■ **Task instructions**:
Return the entries in full, exactly as they were written.
*** Supplied information Section Begins ***
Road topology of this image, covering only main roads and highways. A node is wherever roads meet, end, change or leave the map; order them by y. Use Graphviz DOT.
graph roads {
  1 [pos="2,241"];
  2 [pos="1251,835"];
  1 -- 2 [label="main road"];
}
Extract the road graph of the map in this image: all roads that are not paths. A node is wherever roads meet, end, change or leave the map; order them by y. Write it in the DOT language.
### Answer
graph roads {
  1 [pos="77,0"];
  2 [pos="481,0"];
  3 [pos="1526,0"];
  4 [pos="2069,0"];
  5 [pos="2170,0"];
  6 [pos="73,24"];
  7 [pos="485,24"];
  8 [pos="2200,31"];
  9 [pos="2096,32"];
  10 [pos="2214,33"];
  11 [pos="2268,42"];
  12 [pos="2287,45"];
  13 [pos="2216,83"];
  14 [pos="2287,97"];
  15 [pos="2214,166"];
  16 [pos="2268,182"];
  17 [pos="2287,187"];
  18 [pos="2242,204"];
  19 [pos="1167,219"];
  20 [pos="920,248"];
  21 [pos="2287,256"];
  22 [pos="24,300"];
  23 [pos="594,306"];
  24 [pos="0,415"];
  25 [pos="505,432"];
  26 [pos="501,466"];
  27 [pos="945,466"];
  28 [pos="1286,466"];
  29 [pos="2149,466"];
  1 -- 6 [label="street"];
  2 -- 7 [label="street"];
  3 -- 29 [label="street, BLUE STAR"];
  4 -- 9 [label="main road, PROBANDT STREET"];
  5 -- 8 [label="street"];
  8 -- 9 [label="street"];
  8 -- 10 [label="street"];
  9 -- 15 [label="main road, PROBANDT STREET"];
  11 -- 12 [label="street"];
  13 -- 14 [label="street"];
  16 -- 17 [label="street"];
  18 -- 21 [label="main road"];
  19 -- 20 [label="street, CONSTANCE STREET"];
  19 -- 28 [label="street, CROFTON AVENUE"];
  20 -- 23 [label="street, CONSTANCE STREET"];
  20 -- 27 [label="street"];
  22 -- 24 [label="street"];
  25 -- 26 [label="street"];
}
*** Supplied information Section Ends ***
■ **Answer to this task**:
Road topology of this image, covering only main roads and highways. A node is wherever roads meet, end, change or leave the map; order them by y. Use Graphviz DOT.
graph roads {
  1 [pos="2,241"];
  2 [pos="1251,835"];
  1 -- 2 [label="main road"];
}
Extract the road graph of the map in this image: all roads that are not paths. A node is wherever roads meet, end, change or leave the map; order them by y. Write it in the DOT language.
### Answer
graph roads {
  1 [pos="77,0"];
  2 [pos="481,0"];
  3 [pos="1526,0"];
  4 [pos="2069,0"];
  5 [pos="2170,0"];
  6 [pos="73,24"];
  7 [pos="485,24"];
  8 [pos="2200,31"];
  9 [pos="2096,32"];
  10 [pos="2214,33"];
  11 [pos="2268,42"];
  12 [pos="2287,45"];
  13 [pos="2216,83"];
  14 [pos="2287,97"];
  15 [pos="2214,166"];
  16 [pos="2268,182"];
  17 [pos="2287,187"];
  18 [pos="2242,204"];
  19 [pos="1167,219"];
  20 [pos="920,248"];
  21 [pos="2287,256"];
  22 [pos="24,300"];
  23 [pos="594,306"];
  24 [pos="0,415"];
  25 [pos="505,432"];
  26 [pos="501,466"];
  27 [pos="945,466"];
  28 [pos="1286,466"];
  29 [pos="2149,466"];
  1 -- 6 [label="street"];
  2 -- 7 [label="street"];
  3 -- 29 [label="street, BLUE STAR"];
  4 -- 9 [label="main road, PROBANDT STREET"];
  5 -- 8 [label="street"];
  8 -- 9 [label="street"];
  8 -- 10 [label="street"];
  9 -- 15 [label="main road, PROBANDT STREET"];
  11 -- 12 [label="street"];
  13 -- 14 [label="street"];
  16 -- 17 [label="street"];
  18 -- 21 [label="main road"];
  19 -- 20 [label="street, CONSTANCE STREET"];
  19 -- 28 [label="street, CROFTON AVENUE"];
  20 -- 23 [label="street, CONSTANCE STREET"];
  20 -- 27 [label="street"];
  22 -- 24 [label="street"];
  25 -- 26 [label="street"];
}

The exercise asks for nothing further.